20 years ago, it would have been me there, in 7th year, living in a nightmare world with Snape for a jailer. Never did I think that 20 years on I'd still be here, working alongside all of my old teachers, never did I imagine that I would be drinking butterbeer with McGonagall most evenings alongside Neville - my dear husband, professor of herbology.

In a couple of months time, our two twins would begin their time at Hogwarts, both would excel and I would get to see them all the time. I don't think there's anything better than my life right now, my husband working alongside me with my two children about to start school, it was just too perfect. Anyone who went to school with me said I would end up teaching COMC somewhere, and they were right, I suppose even I hoped it would happen.

A long line of students started to walk out of the door next to me and I rose from where I was sat to walk in, Neville was still clearing up the demonstration. He turned around to look at me, probably expecting it to be a student wanting something else but he smiled when he saw who I was.

"Hello dear, what can I do for you today?" His smile broadened as did mine, I was so lucky to have chosen such a perfect man for myself.

"I was wondering if you had a little bit of gillyweed I could steal? Xeno -" -my pet Hippogriff, named after my father -" - has been a bit ill, I'll find something else for it if not but it's the fastest way to deal with sickness." I knew he would get me some, even if it got him in to trouble with Slughorn, that man would do anything for me and I loved him for it.
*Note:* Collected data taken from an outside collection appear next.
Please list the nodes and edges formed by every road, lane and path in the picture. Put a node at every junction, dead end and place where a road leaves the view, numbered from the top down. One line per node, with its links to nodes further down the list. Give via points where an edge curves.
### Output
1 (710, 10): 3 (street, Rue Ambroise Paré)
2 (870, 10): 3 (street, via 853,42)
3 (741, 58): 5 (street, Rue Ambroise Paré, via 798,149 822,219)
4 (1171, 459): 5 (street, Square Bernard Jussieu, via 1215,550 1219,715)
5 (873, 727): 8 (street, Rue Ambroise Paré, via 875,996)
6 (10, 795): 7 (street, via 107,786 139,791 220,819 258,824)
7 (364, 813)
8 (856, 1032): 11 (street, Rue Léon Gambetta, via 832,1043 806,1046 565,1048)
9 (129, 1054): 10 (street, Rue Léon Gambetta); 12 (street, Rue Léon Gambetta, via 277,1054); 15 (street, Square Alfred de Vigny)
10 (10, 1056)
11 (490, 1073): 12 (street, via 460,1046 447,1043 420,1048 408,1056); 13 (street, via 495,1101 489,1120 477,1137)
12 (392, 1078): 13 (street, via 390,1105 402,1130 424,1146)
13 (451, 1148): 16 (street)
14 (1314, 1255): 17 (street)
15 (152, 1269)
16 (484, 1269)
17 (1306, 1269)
"Of course, I've got quite a bit left over anyway from the last time I needed some, at least I won't have to go after Horace again, that could be a little bit disastrous!" I giggled at this remark, it made me remember the last time, I seem to recall a lot of smashed vials and quite a mess in the potions laboratory. "How's Iggy been, feeling any better?" Iggy is our youngest son, aged 8, and had been ill with some muggle illness, he seemed fine though.

"Yes, it seems that way, I still don't understand how the muggles haven't figured out the antidotes to all their sicknesses yet!" I truly did get annoyed by muggles, some witches and wizards liked them, but most just tolerated them yet I couldn't stand them!

"Now now Luna, let's not get you all riled up for a rampage! Come here, I haven't seen you all day." I walked towards him and hugged him briefly before leaning back to give him a quick peck on the lips, it was one of my favourite ways to tease him, act like he was going to get more than he got. "Cheeky mare!"

"You love me really." I said mockingly, smirking at him joyously.

"You're right, I do really love you."